Legal professional privilege - relevant principles

20 There was no dispute between the parties as to the relevant principles in relation to legal professional privilege. They were summarised by McLure P in AW v Raney [2010] WASCA 161 at [17] - [20] and [23] - [25]:


    Advice privilege attaches to confidential communications made for the dominant purpose of obtaining or giving legal advice. The traditional formulation of litigation privilege is that it applies to confidential communications passing between a client, the client's legal adviser and third parties for the dominant purpose of use in litigation which is either pending or in contemplation. There must be a real prospect of litigation as distinct from a mere possibility: Mitsubishi Electric Australia Pty Ltd v Victorian WorkCover Authority [2002] VSCA 59.

    Legal professional privilege extends to material prepared for the dominant purpose of communication to the legal adviser even if the communication has yet to occur: Grant v Downs (1976) 135 CLR 674, 690.

    Legal professional privilege ordinarily protects communications rather than documents; the test for privilege is anchored to the purpose for which the document was brought into existence: Commissioner of Australian Federal Police v Propend Finance Pty Ltd (1997) 188 CLR 501. Thus, legal professional privilege can attach to copies of non-privileged documents if the purpose of bringing the copy into existence satisfies the dominant purpose test: Propend (507) (Brennan CJ), (544) (Gaudron J), (553 - 554) (McHugh J), (571 - 572) (Gummow J) and (587) (Kirby J).

    There is a qualification to the general rule. Legal professional privilege also protects from disclosure documents that record legal work carried out by the lawyer (such as research and file notes) for the benefit of the client whether or not they are, or are intended to be, provided to the client: Propend (550) (McHugh J); Trade Practices Commission v Sterling (1979) 36 FLR 244, 245-246 (Lockhart J); Dalleagles Pty Ltd v Australian Securities Commission (1991) 4 WAR 325, 333 - 334 (Anderson J).
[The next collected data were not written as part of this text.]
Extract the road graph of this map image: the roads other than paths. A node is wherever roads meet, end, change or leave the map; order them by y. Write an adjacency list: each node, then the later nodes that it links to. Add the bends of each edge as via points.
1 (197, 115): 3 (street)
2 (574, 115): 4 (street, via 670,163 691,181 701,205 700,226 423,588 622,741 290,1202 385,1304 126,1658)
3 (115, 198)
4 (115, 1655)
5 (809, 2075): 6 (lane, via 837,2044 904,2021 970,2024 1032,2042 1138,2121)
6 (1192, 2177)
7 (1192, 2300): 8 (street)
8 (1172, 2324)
    The party resisting disclosure carries the onus of proving that legal professional privilege applies: Grant v Downs (689).

    A dominant purpose is one that predominates over other purposes; it is the prevailing or paramount purpose: Pratt Holdings Pty Ltd v Cmr of Taxation (2004) 136 FCR 357 [35]. Where the question involves a document, the relevant purpose is the purpose for bringing into existence the document containing or comprising part of the confidential communications: Grant v Downs (688, 694).
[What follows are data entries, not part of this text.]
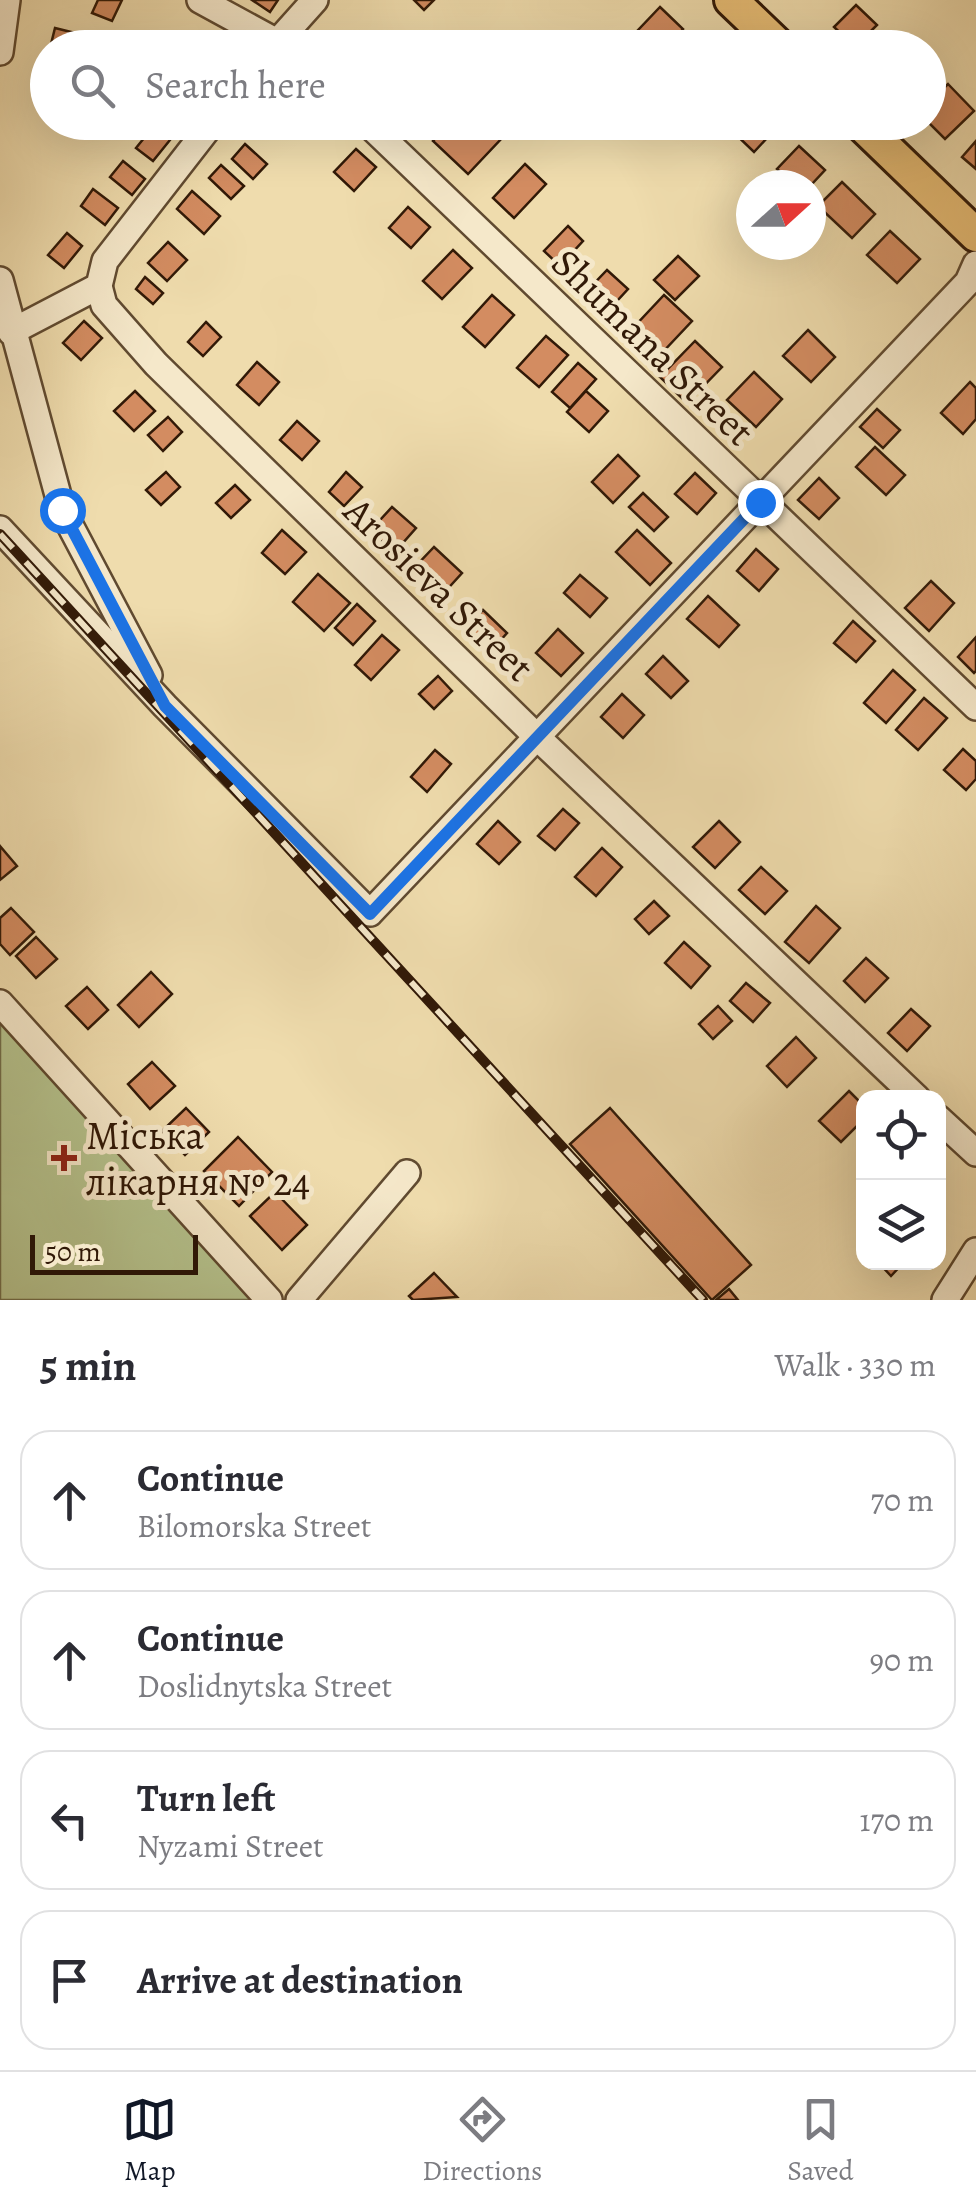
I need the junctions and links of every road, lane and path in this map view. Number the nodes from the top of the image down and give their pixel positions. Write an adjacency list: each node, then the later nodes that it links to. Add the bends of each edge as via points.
1 (7, 0): 8 (street)
2 (200, 0): 5 (street)
3 (315, 0): 6 (street)
4 (732, 0): 7 (main road)
5 (253, 30)
6 (291, 30)
7 (763, 30)
8 (0, 52)
9 (199, 140): 15 (street, via 105,261)
10 (385, 140): 17 (street, Shumana Street)
11 (878, 140): 12 (main road)
12 (976, 235)
13 (976, 264): 17 (street, via 968,282)
14 (0, 280): 16 (street)
15 (99, 286): 16 (street); 21 (street, Arosieva Street, via 104,305 156,364)
16 (11, 332): 19 (street, via 62,510)
17 (760, 502): 20 (street, Shumana Street); 21 (street)
18 (0, 529): 19 (street)
19 (165, 706): 21 (street, via 370,914)
20 (976, 707)
21 (537, 737): 23 (street, Arosieva Street)
22 (0, 1003): 28 (street)
23 (909, 1090)
24 (946, 1125): 25 (street)
25 (976, 1153)
26 (406, 1173): 29 (street)
27 (976, 1251): 30 (street)
28 (268, 1300)
29 (299, 1300)
30 (945, 1300)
    The purpose for which a communication is undertaken or a document is brought into existence is a question of fact that must be determined objectively; evidence of the intention of the person who made, or caused to be made, the document is not conclusive: Commissioner of Taxation v Pratt Holdings Pty Ltd (2005) 225 ALR 266 [30].


21 That a document was produced with other purposes in mind does not preclude it being accorded the privilege so long as the dominant purpose was the obtaining or giving of legal advice or use in pending or contemplated litigation. A document is not privileged from production where there are two purposes of equal weight and neither is dominant in the relevant sense: AWB Ltd v Cole [2006] FCA 571; (2006) 152 FCR 382 [106] (Young J).

22 Determining what is the dominant purpose is a question of fact to be resolved objectively with regard to the evidence, the nature of the document and the parties' submissions, per Young J in AWB at [110].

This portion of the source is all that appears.